YOUR ASSIGNMENT: Each record that follows should be transcribed word for word.

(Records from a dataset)

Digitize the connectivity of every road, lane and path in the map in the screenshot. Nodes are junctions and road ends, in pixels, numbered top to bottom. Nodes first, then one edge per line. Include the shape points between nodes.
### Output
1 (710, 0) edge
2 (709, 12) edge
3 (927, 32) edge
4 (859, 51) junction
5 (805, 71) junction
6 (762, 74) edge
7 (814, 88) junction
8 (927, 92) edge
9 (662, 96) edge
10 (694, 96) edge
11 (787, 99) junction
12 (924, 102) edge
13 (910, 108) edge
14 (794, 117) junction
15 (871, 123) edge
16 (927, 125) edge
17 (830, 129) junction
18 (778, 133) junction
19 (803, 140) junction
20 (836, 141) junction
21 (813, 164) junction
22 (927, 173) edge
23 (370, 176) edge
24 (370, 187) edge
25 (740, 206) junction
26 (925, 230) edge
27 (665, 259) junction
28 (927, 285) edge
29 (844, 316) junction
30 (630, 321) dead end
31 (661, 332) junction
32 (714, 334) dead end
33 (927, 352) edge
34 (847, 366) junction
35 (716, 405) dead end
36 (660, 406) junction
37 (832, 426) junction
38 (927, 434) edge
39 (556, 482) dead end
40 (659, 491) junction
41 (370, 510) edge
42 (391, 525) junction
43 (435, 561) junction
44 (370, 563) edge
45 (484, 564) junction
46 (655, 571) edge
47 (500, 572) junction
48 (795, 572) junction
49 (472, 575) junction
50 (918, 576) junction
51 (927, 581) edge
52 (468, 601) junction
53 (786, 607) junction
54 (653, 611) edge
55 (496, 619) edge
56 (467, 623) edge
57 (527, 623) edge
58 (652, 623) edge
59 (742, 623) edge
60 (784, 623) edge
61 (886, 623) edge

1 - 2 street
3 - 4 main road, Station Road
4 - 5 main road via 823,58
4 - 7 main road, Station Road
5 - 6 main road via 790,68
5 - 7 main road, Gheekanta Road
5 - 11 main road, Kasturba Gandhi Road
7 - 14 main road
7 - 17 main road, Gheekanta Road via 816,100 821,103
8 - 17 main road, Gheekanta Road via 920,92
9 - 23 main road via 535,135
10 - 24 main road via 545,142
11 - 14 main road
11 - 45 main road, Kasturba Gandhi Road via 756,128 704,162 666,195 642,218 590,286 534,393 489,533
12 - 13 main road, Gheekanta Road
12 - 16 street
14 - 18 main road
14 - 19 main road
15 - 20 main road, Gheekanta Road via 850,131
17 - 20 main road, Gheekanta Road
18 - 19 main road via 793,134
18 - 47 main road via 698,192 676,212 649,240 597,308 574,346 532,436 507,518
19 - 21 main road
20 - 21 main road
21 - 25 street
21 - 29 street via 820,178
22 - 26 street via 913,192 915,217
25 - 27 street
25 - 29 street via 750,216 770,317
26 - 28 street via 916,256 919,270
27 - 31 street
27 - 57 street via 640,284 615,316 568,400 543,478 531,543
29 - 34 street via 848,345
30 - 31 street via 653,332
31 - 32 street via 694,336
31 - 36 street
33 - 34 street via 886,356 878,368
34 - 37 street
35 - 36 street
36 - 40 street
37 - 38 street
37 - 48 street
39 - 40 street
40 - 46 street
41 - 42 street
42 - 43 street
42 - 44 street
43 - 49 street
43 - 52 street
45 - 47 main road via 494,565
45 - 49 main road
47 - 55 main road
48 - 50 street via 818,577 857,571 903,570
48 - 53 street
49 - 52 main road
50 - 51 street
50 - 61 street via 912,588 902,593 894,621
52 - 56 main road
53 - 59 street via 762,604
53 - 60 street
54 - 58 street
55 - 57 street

REPLY TO THE EXERCISE:
Digitize the connectivity of every road, lane and path in the map in the screenshot. Nodes are junctions and road ends, in pixels, numbered top to bottom. Nodes first, then one edge per line. Include the shape points between nodes.
### Output
1 (710, 0) edge
2 (709, 12) edge
3 (927, 32) edge
4 (859, 51) junction
5 (805, 71) junction
6 (762, 74) edge
7 (814, 88) junction
8 (927, 92) edge
9 (662, 96) edge
10 (694, 96) edge
11 (787, 99) junction
12 (924, 102) edge
13 (910, 108) edge
14 (794, 117) junction
15 (871, 123) edge
16 (927, 125) edge
17 (830, 129) junction
18 (778, 133) junction
19 (803, 140) junction
20 (836, 141) junction
21 (813, 164) junction
22 (927, 173) edge
23 (370, 176) edge
24 (370, 187) edge
25 (740, 206) junction
26 (925, 230) edge
27 (665, 259) junction
28 (927, 285) edge
29 (844, 316) junction
30 (630, 321) dead end
31 (661, 332) junction
32 (714, 334) dead end
33 (927, 352) edge
34 (847, 366) junction
35 (716, 405) dead end
36 (660, 406) junction
37 (832, 426) junction
38 (927, 434) edge
39 (556, 482) dead end
40 (659, 491) junction
41 (370, 510) edge
42 (391, 525) junction
43 (435, 561) junction
44 (370, 563) edge
45 (484, 564) junction
46 (655, 571) edge
47 (500, 572) junction
48 (795, 572) junction
49 (472, 575) junction
50 (918, 576) junction
51 (927, 581) edge
52 (468, 601) junction
53 (786, 607) junction
54 (653, 611) edge
55 (496, 619) edge
56 (467, 623) edge
57 (527, 623) edge
58 (652, 623) edge
59 (742, 623) edge
60 (784, 623) edge
61 (886, 623) edge

1 - 2 street
3 - 4 main road, Station Road
4 - 5 main road via 823,58
4 - 7 main road, Station Road
5 - 6 main road via 790,68
5 - 7 main road, Gheekanta Road
5 - 11 main road, Kasturba Gandhi Road
7 - 14 main road
7 - 17 main road, Gheekanta Road via 816,100 821,103
8 - 17 main road, Gheekanta Road via 920,92
9 - 23 main road via 535,135
10 - 24 main road via 545,142
11 - 14 main road
11 - 45 main road, Kasturba Gandhi Road via 756,128 704,162 666,195 642,218 590,286 534,393 489,533
12 - 13 main road, Gheekanta Road
12 - 16 street
14 - 18 main road
14 - 19 main road
15 - 20 main road, Gheekanta Road via 850,131
17 - 20 main road, Gheekanta Road
18 - 19 main road via 793,134
18 - 47 main road via 698,192 676,212 649,240 597,308 574,346 532,436 507,518
19 - 21 main road
20 - 21 main road
21 - 25 street
21 - 29 street via 820,178
22 - 26 street via 913,192 915,217
25 - 27 street
25 - 29 street via 750,216 770,317
26 - 28 street via 916,256 919,270
27 - 31 street
27 - 57 street via 640,284 615,316 568,400 543,478 531,543
29 - 34 street via 848,345
30 - 31 street via 653,332
31 - 32 street via 694,336
31 - 36 street
33 - 34 street via 886,356 878,368
34 - 37 street
35 - 36 street
36 - 40 street
37 - 38 street
37 - 48 street
39 - 40 street
40 - 46 street
41 - 42 street
42 - 43 street
42 - 44 street
43 - 49 street
43 - 52 street
45 - 47 main road via 494,565
45 - 49 main road
47 - 55 main road
48 - 50 street via 818,577 857,571 903,570
48 - 53 street
49 - 52 main road
50 - 51 street
50 - 61 street via 912,588 902,593 894,621
52 - 56 main road
53 - 59 street via 762,604
53 - 60 street
54 - 58 street
55 - 57 street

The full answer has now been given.